__Exercise prompt__. Each line below needs to be printed again exactly.

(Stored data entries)
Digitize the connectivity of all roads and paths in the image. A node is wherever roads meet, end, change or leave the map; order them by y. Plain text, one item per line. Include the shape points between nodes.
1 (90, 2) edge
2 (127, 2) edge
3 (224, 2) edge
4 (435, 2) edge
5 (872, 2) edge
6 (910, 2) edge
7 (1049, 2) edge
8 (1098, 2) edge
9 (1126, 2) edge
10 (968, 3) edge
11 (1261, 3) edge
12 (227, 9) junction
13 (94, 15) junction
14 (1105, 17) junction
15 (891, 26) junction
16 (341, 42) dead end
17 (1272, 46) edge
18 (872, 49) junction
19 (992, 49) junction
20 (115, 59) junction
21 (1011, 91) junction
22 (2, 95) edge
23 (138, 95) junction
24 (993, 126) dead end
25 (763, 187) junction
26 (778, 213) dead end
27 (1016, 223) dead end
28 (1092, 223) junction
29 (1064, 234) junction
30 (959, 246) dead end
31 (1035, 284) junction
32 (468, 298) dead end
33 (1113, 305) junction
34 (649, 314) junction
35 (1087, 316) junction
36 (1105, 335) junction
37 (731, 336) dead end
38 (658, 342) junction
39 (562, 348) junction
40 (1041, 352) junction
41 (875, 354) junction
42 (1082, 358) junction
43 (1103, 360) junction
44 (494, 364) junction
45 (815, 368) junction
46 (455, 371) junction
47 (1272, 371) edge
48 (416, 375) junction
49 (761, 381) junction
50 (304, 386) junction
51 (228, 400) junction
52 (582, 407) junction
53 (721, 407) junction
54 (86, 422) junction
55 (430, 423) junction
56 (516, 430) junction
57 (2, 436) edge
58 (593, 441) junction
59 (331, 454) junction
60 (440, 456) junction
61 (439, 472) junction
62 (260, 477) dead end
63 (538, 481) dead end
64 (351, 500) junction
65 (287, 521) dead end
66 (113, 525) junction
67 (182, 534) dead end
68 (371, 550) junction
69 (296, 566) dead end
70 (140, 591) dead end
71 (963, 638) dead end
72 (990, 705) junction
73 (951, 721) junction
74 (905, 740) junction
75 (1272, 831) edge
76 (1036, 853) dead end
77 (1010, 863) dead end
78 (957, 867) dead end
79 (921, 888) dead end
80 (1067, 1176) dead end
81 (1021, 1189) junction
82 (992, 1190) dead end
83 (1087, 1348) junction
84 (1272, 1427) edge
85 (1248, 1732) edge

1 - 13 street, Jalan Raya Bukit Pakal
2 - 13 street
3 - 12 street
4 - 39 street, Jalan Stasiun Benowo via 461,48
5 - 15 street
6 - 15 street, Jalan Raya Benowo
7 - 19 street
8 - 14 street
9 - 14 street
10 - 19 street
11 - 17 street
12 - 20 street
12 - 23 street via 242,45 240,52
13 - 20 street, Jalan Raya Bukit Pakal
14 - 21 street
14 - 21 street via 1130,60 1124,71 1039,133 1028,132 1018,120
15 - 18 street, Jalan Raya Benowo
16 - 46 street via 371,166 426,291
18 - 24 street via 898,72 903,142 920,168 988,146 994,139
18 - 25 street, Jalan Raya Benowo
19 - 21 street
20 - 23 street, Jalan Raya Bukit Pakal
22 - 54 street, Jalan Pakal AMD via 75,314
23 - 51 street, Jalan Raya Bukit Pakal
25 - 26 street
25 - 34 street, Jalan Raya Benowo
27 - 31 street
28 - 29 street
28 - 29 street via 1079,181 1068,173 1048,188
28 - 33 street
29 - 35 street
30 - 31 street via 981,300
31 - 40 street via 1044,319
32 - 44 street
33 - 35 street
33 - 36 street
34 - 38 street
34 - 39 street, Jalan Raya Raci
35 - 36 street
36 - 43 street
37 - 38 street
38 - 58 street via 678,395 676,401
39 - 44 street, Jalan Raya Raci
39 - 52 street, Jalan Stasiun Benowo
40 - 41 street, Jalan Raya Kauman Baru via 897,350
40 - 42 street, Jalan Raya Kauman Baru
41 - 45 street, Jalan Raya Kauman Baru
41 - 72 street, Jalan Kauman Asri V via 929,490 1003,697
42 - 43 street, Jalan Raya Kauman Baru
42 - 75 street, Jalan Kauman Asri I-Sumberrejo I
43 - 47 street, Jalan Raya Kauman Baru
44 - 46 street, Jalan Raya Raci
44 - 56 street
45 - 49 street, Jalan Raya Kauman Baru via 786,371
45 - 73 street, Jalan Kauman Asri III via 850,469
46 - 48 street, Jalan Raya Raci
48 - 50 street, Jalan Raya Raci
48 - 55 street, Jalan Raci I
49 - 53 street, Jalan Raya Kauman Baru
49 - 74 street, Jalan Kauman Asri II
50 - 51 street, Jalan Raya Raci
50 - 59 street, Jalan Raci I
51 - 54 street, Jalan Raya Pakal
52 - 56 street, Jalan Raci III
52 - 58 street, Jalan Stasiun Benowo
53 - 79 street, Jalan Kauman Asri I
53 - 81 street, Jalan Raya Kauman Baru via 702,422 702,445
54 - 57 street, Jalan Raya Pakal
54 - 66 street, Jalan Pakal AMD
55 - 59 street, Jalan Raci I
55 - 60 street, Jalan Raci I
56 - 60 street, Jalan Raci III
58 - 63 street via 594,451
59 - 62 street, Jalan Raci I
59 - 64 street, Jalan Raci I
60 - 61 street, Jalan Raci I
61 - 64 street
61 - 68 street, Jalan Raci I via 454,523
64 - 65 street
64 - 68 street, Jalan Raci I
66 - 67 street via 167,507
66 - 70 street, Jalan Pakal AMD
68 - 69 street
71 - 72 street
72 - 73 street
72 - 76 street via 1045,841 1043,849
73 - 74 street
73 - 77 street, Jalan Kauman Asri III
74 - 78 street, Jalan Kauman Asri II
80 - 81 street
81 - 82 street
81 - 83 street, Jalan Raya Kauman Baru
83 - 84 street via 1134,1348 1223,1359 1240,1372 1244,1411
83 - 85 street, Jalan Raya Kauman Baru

__Expected answer__.
Digitize the connectivity of all roads and paths in the image. A node is wherever roads meet, end, change or leave the map; order them by y. Plain text, one item per line. Include the shape points between nodes.
1 (90, 2) edge
2 (127, 2) edge
3 (224, 2) edge
4 (435, 2) edge
5 (872, 2) edge
6 (910, 2) edge
7 (1049, 2) edge
8 (1098, 2) edge
9 (1126, 2) edge
10 (968, 3) edge
11 (1261, 3) edge
12 (227, 9) junction
13 (94, 15) junction
14 (1105, 17) junction
15 (891, 26) junction
16 (341, 42) dead end
17 (1272, 46) edge
18 (872, 49) junction
19 (992, 49) junction
20 (115, 59) junction
21 (1011, 91) junction
22 (2, 95) edge
23 (138, 95) junction
24 (993, 126) dead end
25 (763, 187) junction
26 (778, 213) dead end
27 (1016, 223) dead end
28 (1092, 223) junction
29 (1064, 234) junction
30 (959, 246) dead end
31 (1035, 284) junction
32 (468, 298) dead end
33 (1113, 305) junction
34 (649, 314) junction
35 (1087, 316) junction
36 (1105, 335) junction
37 (731, 336) dead end
38 (658, 342) junction
39 (562, 348) junction
40 (1041, 352) junction
41 (875, 354) junction
42 (1082, 358) junction
43 (1103, 360) junction
44 (494, 364) junction
45 (815, 368) junction
46 (455, 371) junction
47 (1272, 371) edge
48 (416, 375) junction
49 (761, 381) junction
50 (304, 386) junction
51 (228, 400) junction
52 (582, 407) junction
53 (721, 407) junction
54 (86, 422) junction
55 (430, 423) junction
56 (516, 430) junction
57 (2, 436) edge
58 (593, 441) junction
59 (331, 454) junction
60 (440, 456) junction
61 (439, 472) junction
62 (260, 477) dead end
63 (538, 481) dead end
64 (351, 500) junction
65 (287, 521) dead end
66 (113, 525) junction
67 (182, 534) dead end
68 (371, 550) junction
69 (296, 566) dead end
70 (140, 591) dead end
71 (963, 638) dead end
72 (990, 705) junction
73 (951, 721) junction
74 (905, 740) junction
75 (1272, 831) edge
76 (1036, 853) dead end
77 (1010, 863) dead end
78 (957, 867) dead end
79 (921, 888) dead end
80 (1067, 1176) dead end
81 (1021, 1189) junction
82 (992, 1190) dead end
83 (1087, 1348) junction
84 (1272, 1427) edge
85 (1248, 1732) edge

1 - 13 street, Jalan Raya Bukit Pakal
2 - 13 street
3 - 12 street
4 - 39 street, Jalan Stasiun Benowo via 461,48
5 - 15 street
6 - 15 street, Jalan Raya Benowo
7 - 19 street
8 - 14 street
9 - 14 street
10 - 19 street
11 - 17 street
12 - 20 street
12 - 23 street via 242,45 240,52
13 - 20 street, Jalan Raya Bukit Pakal
14 - 21 street
14 - 21 street via 1130,60 1124,71 1039,133 1028,132 1018,120
15 - 18 street, Jalan Raya Benowo
16 - 46 street via 371,166 426,291
18 - 24 street via 898,72 903,142 920,168 988,146 994,139
18 - 25 street, Jalan Raya Benowo
19 - 21 street
20 - 23 street, Jalan Raya Bukit Pakal
22 - 54 street, Jalan Pakal AMD via 75,314
23 - 51 street, Jalan Raya Bukit Pakal
25 - 26 street
25 - 34 street, Jalan Raya Benowo
27 - 31 street
28 - 29 street
28 - 29 street via 1079,181 1068,173 1048,188
28 - 33 street
29 - 35 street
30 - 31 street via 981,300
31 - 40 street via 1044,319
32 - 44 street
33 - 35 street
33 - 36 street
34 - 38 street
34 - 39 street, Jalan Raya Raci
35 - 36 street
36 - 43 street
37 - 38 street
38 - 58 street via 678,395 676,401
39 - 44 street, Jalan Raya Raci
39 - 52 street, Jalan Stasiun Benowo
40 - 41 street, Jalan Raya Kauman Baru via 897,350
40 - 42 street, Jalan Raya Kauman Baru
41 - 45 street, Jalan Raya Kauman Baru
41 - 72 street, Jalan Kauman Asri V via 929,490 1003,697
42 - 43 street, Jalan Raya Kauman Baru
42 - 75 street, Jalan Kauman Asri I-Sumberrejo I
43 - 47 street, Jalan Raya Kauman Baru
44 - 46 street, Jalan Raya Raci
44 - 56 street
45 - 49 street, Jalan Raya Kauman Baru via 786,371
45 - 73 street, Jalan Kauman Asri III via 850,469
46 - 48 street, Jalan Raya Raci
48 - 50 street, Jalan Raya Raci
48 - 55 street, Jalan Raci I
49 - 53 street, Jalan Raya Kauman Baru
49 - 74 street, Jalan Kauman Asri II
50 - 51 street, Jalan Raya Raci
50 - 59 street, Jalan Raci I
51 - 54 street, Jalan Raya Pakal
52 - 56 street, Jalan Raci III
52 - 58 street, Jalan Stasiun Benowo
53 - 79 street, Jalan Kauman Asri I
53 - 81 street, Jalan Raya Kauman Baru via 702,422 702,445
54 - 57 street, Jalan Raya Pakal
54 - 66 street, Jalan Pakal AMD
55 - 59 street, Jalan Raci I
55 - 60 street, Jalan Raci I
56 - 60 street, Jalan Raci III
58 - 63 street via 594,451
59 - 62 street, Jalan Raci I
59 - 64 street, Jalan Raci I
60 - 61 street, Jalan Raci I
61 - 64 street
61 - 68 street, Jalan Raci I via 454,523
64 - 65 street
64 - 68 street, Jalan Raci I
66 - 67 street via 167,507
66 - 70 street, Jalan Pakal AMD
68 - 69 street
71 - 72 street
72 - 73 street
72 - 76 street via 1045,841 1043,849
73 - 74 street
73 - 77 street, Jalan Kauman Asri III
74 - 78 street, Jalan Kauman Asri II
80 - 81 street
81 - 82 street
81 - 83 street, Jalan Raya Kauman Baru
83 - 84 street via 1134,1348 1223,1359 1240,1372 1244,1411
83 - 85 street, Jalan Raya Kauman Baru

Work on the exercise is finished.